Helmly's Dec. 20 memo is addressed to Gen. Peter Schoomaker, the Army chief of staff, and was first reported in Wednesday's editions of the Baltimore Sun, whose Web site has a link to the eight-page document. Two officials who saw the original memo confirmed its contents to The Associated Press.

"The purpose of this memorandum is to inform you of the Army Reserve's inability under current policies, procedures and practices ... to meet mission requirements associated with Operation Iraqi Freedom and Enduring Freedom," Helmly wrote, using the military's names for the Iraq and Afghanistan wars.

   
   
"The Army Reserve is additionally in grave danger of being unable to meet other operational requirements," including those in classified contingency plans for other potential wars or national emergencies, "and is rapidly degenerating into a 'broken' force," Helmly wrote.

The Army Reserve's ability to regenerate its recently deployed forces is "eroding daily," he added, in part because Reserve troops who finish tours in Iraq and Afghanistan are required to leave substantial amounts of their equipment for other forces and for contractors.

Helmly also referred to a practice, not previously disclosed, of requiring each Reserve soldier who receives a mobilization order with less than 30 days notice to sign a "volunteer statement." From his brief description of the practice it appears that this is done to reduce the number of reported cases of short-notice, involuntary mobilizations.

He also criticized the practice of offering Reserve soldiers an extra $1,000 a month if they volunteer to be mobilized a second time.
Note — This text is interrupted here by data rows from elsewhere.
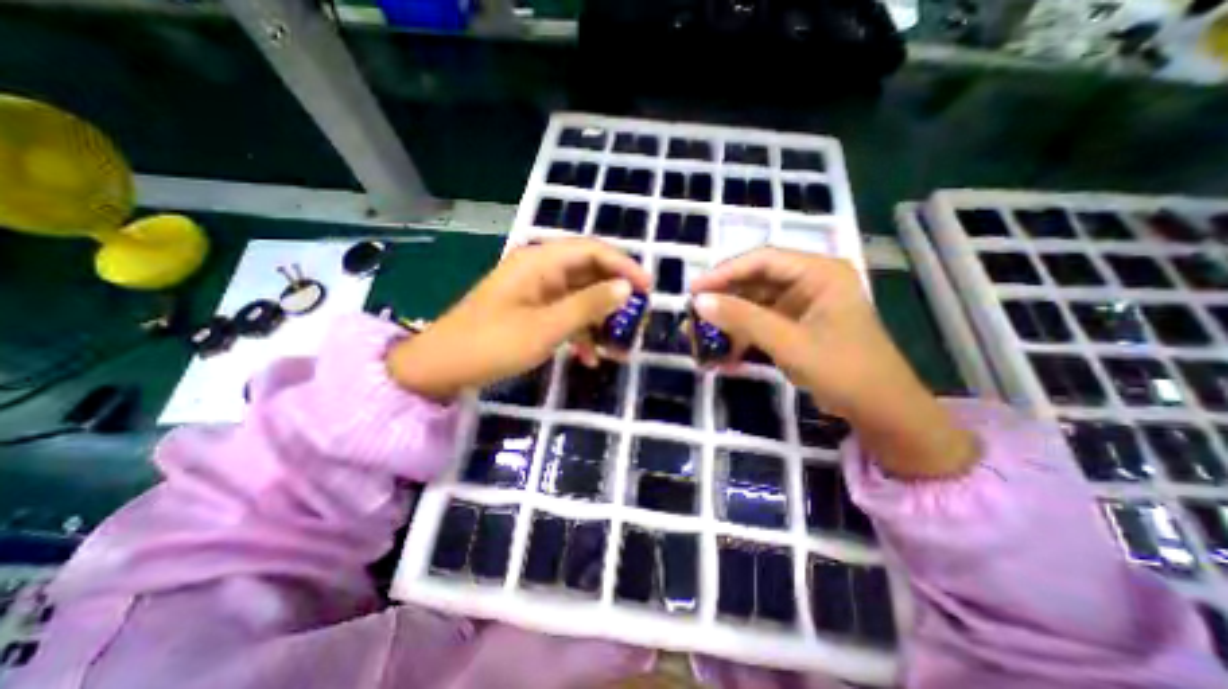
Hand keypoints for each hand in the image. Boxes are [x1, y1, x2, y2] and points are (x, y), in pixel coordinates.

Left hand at [388, 238, 650, 399]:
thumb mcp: (546, 327)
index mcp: (540, 260)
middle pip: (589, 272)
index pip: (593, 251)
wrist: (443, 367)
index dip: (624, 266)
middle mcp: (540, 268)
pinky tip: (590, 357)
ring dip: (600, 320)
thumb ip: (588, 305)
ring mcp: (536, 290)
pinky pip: (566, 314)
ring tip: (619, 346)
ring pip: (580, 296)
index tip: (648, 289)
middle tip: (638, 318)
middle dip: (615, 296)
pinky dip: (581, 332)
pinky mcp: (533, 309)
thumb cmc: (493, 343)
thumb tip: (625, 288)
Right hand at [688, 247, 980, 477]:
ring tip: (699, 338)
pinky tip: (724, 355)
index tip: (693, 290)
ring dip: (728, 322)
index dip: (724, 273)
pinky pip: (760, 324)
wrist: (880, 412)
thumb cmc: (844, 370)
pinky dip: (741, 337)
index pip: (762, 260)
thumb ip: (743, 319)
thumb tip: (699, 302)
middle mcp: (809, 282)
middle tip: (692, 315)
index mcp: (819, 272)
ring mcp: (802, 305)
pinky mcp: (795, 326)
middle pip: (755, 281)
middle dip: (722, 300)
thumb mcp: (789, 343)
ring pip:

This confuses "volunteers" with "mercenaries," he said.

Helmly's blunt description of these problems is the sort of internal attack that rarely becomes public, although some private defense analysts and members of Congress have openly questioned whether the strains on the Army caused by the Iraq war would eventually threaten the all-volunteer force.

Sen. Jack Reed, D-R.I., said Wednesday he was disturbed by the concerns raised in Helmly's memo.

"By consistently underestimating the number of troops necessary for the successful occupation of Iraq, the administration has placed a tremendous burden on the Army Reserve and created this crisis," Reed said.

Al Schilf, a spokesman for Helmly, said the three-star general was not available Wednesday to discuss the issues raised in his memo. The Sun quoted Helmly as saying in an interview Tuesday that he stands by his memo and that it contains his best professional assessment.

Col. Joe Curtin, a spokesman at Army headquarters in the Pentagon, said the Army has a group of experts studying a wide range of problems facing not only the Army Reserve but also the Army National Guard.

"These issues are largely being addressed now," Curtin said. "General Helmly's concerns are of a serious nature, and the Army realizes it has to work very hard and diligently to resolve them, and our intent is to resolve those issues."

Since President Bush launched a global war on terrorism after the attacks of Sept. 11, 2001, about 65,000 Army Reserve soldiers have deployed to Iraq or Afghanistan, according to Pentagon figures.

Among Helmly's other complaints:

- The Army is relying too heavily on volunteers to mobilize for duty in Iraq and Afghanistan. The most likely to volunteer are "those who often enjoy lesser responsible positions in civilian life," he said.

- The Army has failed to use its legal authority to call to active duty those members of the Reserve who have violated their service contract, by missing training or other actions. Helmly said he asked for but was not given the authority to discharge those Reserve members, who number 16,400.


----------



## pbi (6 Jan 2005)

Interesting. A few days ago I had the great privelige to visit with a battalion of ARNG soldiers deployed here in Afgh. We had a very frank discussion and I heard some comments that would give pause to some of the people on this site who enjoy holding up the US Reserve system as some sort of icon or panacea. Three things stood out:   a squad leader describing training back in the States with a "five man squad" doing unrealistic training(while his peers nodded in agreement); a maintenance officer trying to keep a battalion moving with four mechanics, and some very revealing comments about the state of the relationship between the Active Army and the Guard.

I spent some time with two of the more senior NCOS discussing the actual effectiveness of the job protection legislation. They stated that while they are protected for up to five years if ordered up for active duty, this is only as long as their civilian job continues to exist. If the employer reorganizes in their absence, their job can be deleted. As well, they confirmed that some employers, especially smaller ones, are getting tired of the extended absences of Res employees and are looking for "covert" ways to get around the legislation.

Clearly, the GWOT is taking a serious toll on both the USAR and the ARNG, one that many of its soldiers never imagined. One has to wonder how well we would do under the circumstances. Cheers.


----------